Many gardeners love helping pollinators. But growing a pollinator garden isn't practical in every location. Let's consider other factors that help you create a bee, butterfly, and insect-friendly habitat in your yard.

Contributors: Charlie Nardozzi of gardeningwithcharlie.com

A vibrant collage of various flowers, showcasing colors like purple, pink, yellow, and green across multiple garden scenes.
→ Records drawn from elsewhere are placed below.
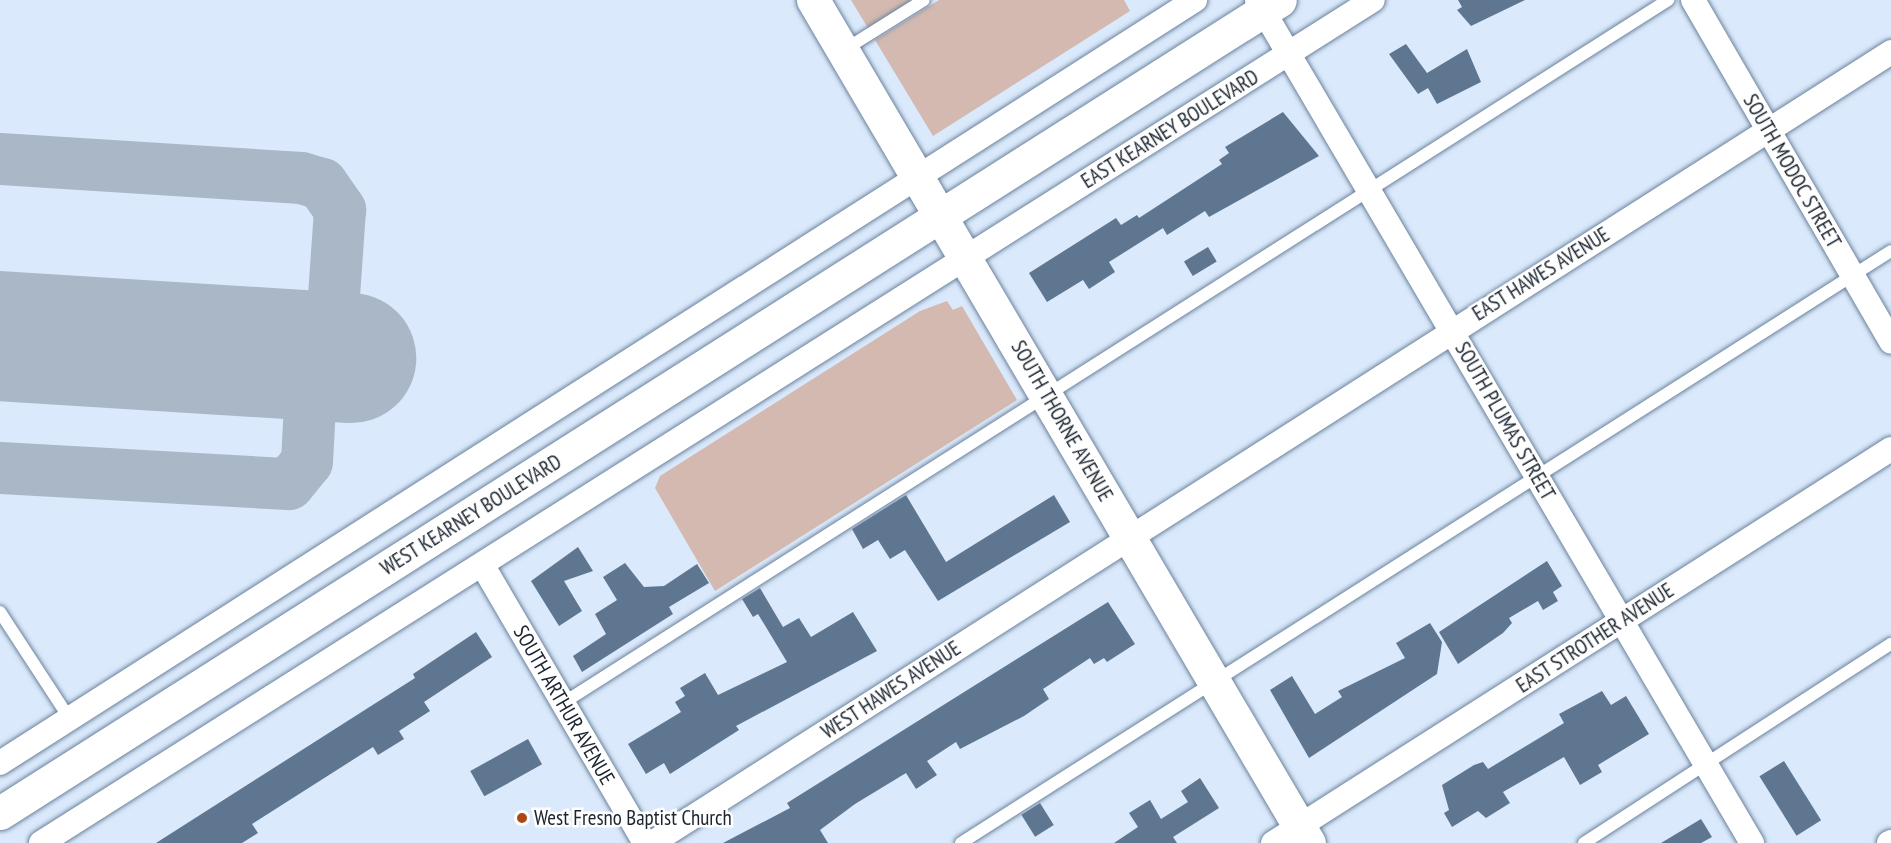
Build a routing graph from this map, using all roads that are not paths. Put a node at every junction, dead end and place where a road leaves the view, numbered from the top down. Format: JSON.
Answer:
{"nodes":[{"id":1,"x":813,"y":0,"type":"edge"},
{"id":2,"x":924,"y":0,"type":"edge"},
{"id":3,"x":1196,"y":0,"type":"edge"},
{"id":4,"x":1373,"y":0,"type":"edge"},
{"id":5,"x":1668,"y":0,"type":"edge"},
{"id":6,"x":1693,"y":0,"type":"edge"},
{"id":7,"x":1266,"y":4,"type":"edge"},
{"id":8,"x":843,"y":51,"type":"junction"},
{"id":9,"x":1891,"y":52,"type":"edge"},
{"id":10,"x":1288,"y":54,"type":"junction"},
{"id":11,"x":1768,"y":130,"type":"junction"},
{"id":12,"x":919,"y":176,"type":"junction"},
{"id":13,"x":1367,"y":188,"type":"junction"},
{"id":14,"x":942,"y":216,"type":"junction"},
{"id":15,"x":1891,"y":251,"type":"edge"},
{"id":16,"x":967,"y":258,"type":"junction"},
{"id":17,"x":1852,"y":276,"type":"junction"},
{"id":18,"x":1451,"y":331,"type":"junction"},
{"id":19,"x":1891,"y":342,"type":"edge"},
{"id":20,"x":1047,"y":395,"type":"junction"},
{"id":21,"x":1891,"y":449,"type":"edge"},
{"id":22,"x":1537,"y":477,"type":"junction"},
{"id":23,"x":1130,"y":536,"type":"junction"},
{"id":24,"x":483,"y":566,"type":"junction"},
{"id":25,"x":0,"y":612,"type":"edge"},
{"id":26,"x":1622,"y":621,"type":"junction"},
{"id":27,"x":1891,"y":644,"type":"edge"},
{"id":28,"x":1215,"y":682,"type":"junction"},
{"id":29,"x":563,"y":703,"type":"junction"},
{"id":30,"x":69,"y":718,"type":"junction"},
{"id":31,"x":0,"y":763,"type":"edge"},
{"id":32,"x":1705,"y":763,"type":"junction"},
{"id":33,"x":0,"y":813,"type":"edge"},
{"id":34,"x":1294,"y":838,"type":"edge"},
{"id":35,"x":41,"y":843,"type":"edge"},
{"id":36,"x":645,"y":843,"type":"edge"},
{"id":37,"x":652,"y":843,"type":"edge"},
{"id":38,"x":961,"y":843,"type":"edge"},
{"id":39,"x":1584,"y":843,"type":"edge"},
{"id":40,"x":1752,"y":843,"type":"edge"}],
"edges":[{"from":1,"to":8,"type":"main road","name":"SOUTH THORNE AVENUE"},
{"from":2,"to":8,"type":"lane"},
{"from":3,"to":12,"type":"street"},
{"from":4,"to":10,"type":"street","name":"EAST KEARNEY BOULEVARD"},
{"from":5,"to":13,"type":"lane"},
{"from":6,"to":11,"type":"street","name":"SOUTH MODOC STREET"},
{"from":7,"to":10,"type":"street","name":"SOUTH PLUMAS STREET"},
{"from":7,"to":14,"type":"main road"},
{"from":8,"to":12,"type":"main road","name":"SOUTH THORNE AVENUE"},
{"from":9,"to":11,"type":"street","name":"EAST HAWES AVENUE"},
{"from":10,"to":13,"type":"street","name":"SOUTH PLUMAS STREET"},
{"from":10,"to":16,"type":"street","name":"EAST KEARNEY BOULEVARD"},
{"from":11,"to":17,"type":"street","name":"SOUTH MODOC STREET"},
{"from":11,"to":18,"type":"street","name":"EAST HAWES AVENUE"},
{"from":12,"to":14,"type":"main road","name":"SOUTH THORNE AVENUE"},
{"from":12,"to":30,"type":"street","name":"WEST KEARNEY BOULEVARD"},
{"from":13,"to":18,"type":"street","name":"SOUTH PLUMAS STREET"},
{"from":13,"to":20,"type":"lane"},
{"from":14,"to":16,"type":"main road","name":"SOUTH THORNE AVENUE"},
{"from":14,"to":33,"type":"main road","name":"WEST KEARNEY BOULEVARD"},
{"from":15,"to":17,"type":"lane"},
{"from":16,"to":20,"type":"main road","name":"SOUTH THORNE AVENUE"},
{"from":16,"to":24,"type":"street"},
{"from":17,"to":19,"type":"street","name":"SOUTH MODOC STREET"},
{"from":17,"to":22,"type":"lane"},
{"from":18,"to":22,"type":"street","name":"SOUTH PLUMAS STREET"},
{"from":18,"to":23,"type":"street","name":"EAST HAWES AVENUE"},
{"from":20,"to":23,"type":"main road","name":"SOUTH THORNE AVENUE"},
{"from":20,"to":29,"type":"lane"},
{"from":21,"to":26,"type":"street","name":"EAST STROTHER AVENUE"},
{"from":22,"to":26,"type":"street","name":"SOUTH PLUMAS STREET"},
{"from":22,"to":28,"type":"lane"},
{"from":23,"to":28,"type":"main road","name":"SOUTH THORNE AVENUE"},
{"from":23,"to":37,"type":"street","name":"WEST HAWES AVENUE"},
{"from":24,"to":29,"type":"street","name":"SOUTH ARTHUR AVENUE"},
{"from":24,"to":35,"type":"street"},
{"from":25,"to":30,"type":"lane"},
{"from":26,"to":32,"type":"street","name":"SOUTH PLUMAS STREET"},
{"from":26,"to":34,"type":"street","name":"EAST STROTHER AVENUE"},
{"from":27,"to":32,"type":"lane"},
{"from":28,"to":34,"type":"main road","name":"SOUTH THORNE AVENUE"},
{"from":28,"to":38,"type":"lane"},
{"from":29,"to":36,"type":"street","name":"SOUTH ARTHUR AVENUE"},
{"from":30,"to":31,"type":"street","name":"WEST KEARNEY BOULEVARD"},
{"from":32,"to":39,"type":"lane"},
{"from":32,"to":40,"type":"street","name":"SOUTH PLUMAS STREET"}]}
Long Season Pollinator Plants

 

Many gardeners love helping pollinators. But growing a pollinator garden isn't practical in every location. For small space gardeners, the solution is to work pollinator plants into existing gardens and select varieties that stay compact and are easy to manage. Before I talk about compact pollinator plants, though, let's consider other factors that help you create a bee, butterfly, and insect-friendly habitat in your yard.

Pollinators need shelter, nesting spots and water along with pollen and nectar from flowers. Have a water source, such as a bird bath, in your yard. Create a small, seldom mowed, mini meadow area on the edge of your property where wild plants and grasses can grow and pollinators can hide. Leave a snag tree and fallen logs as nesting sites for some pollinators. Many native pollinators are solitary and live in the ground, including your lawn. Mow high and avoid using pesticides to protect these important native bees.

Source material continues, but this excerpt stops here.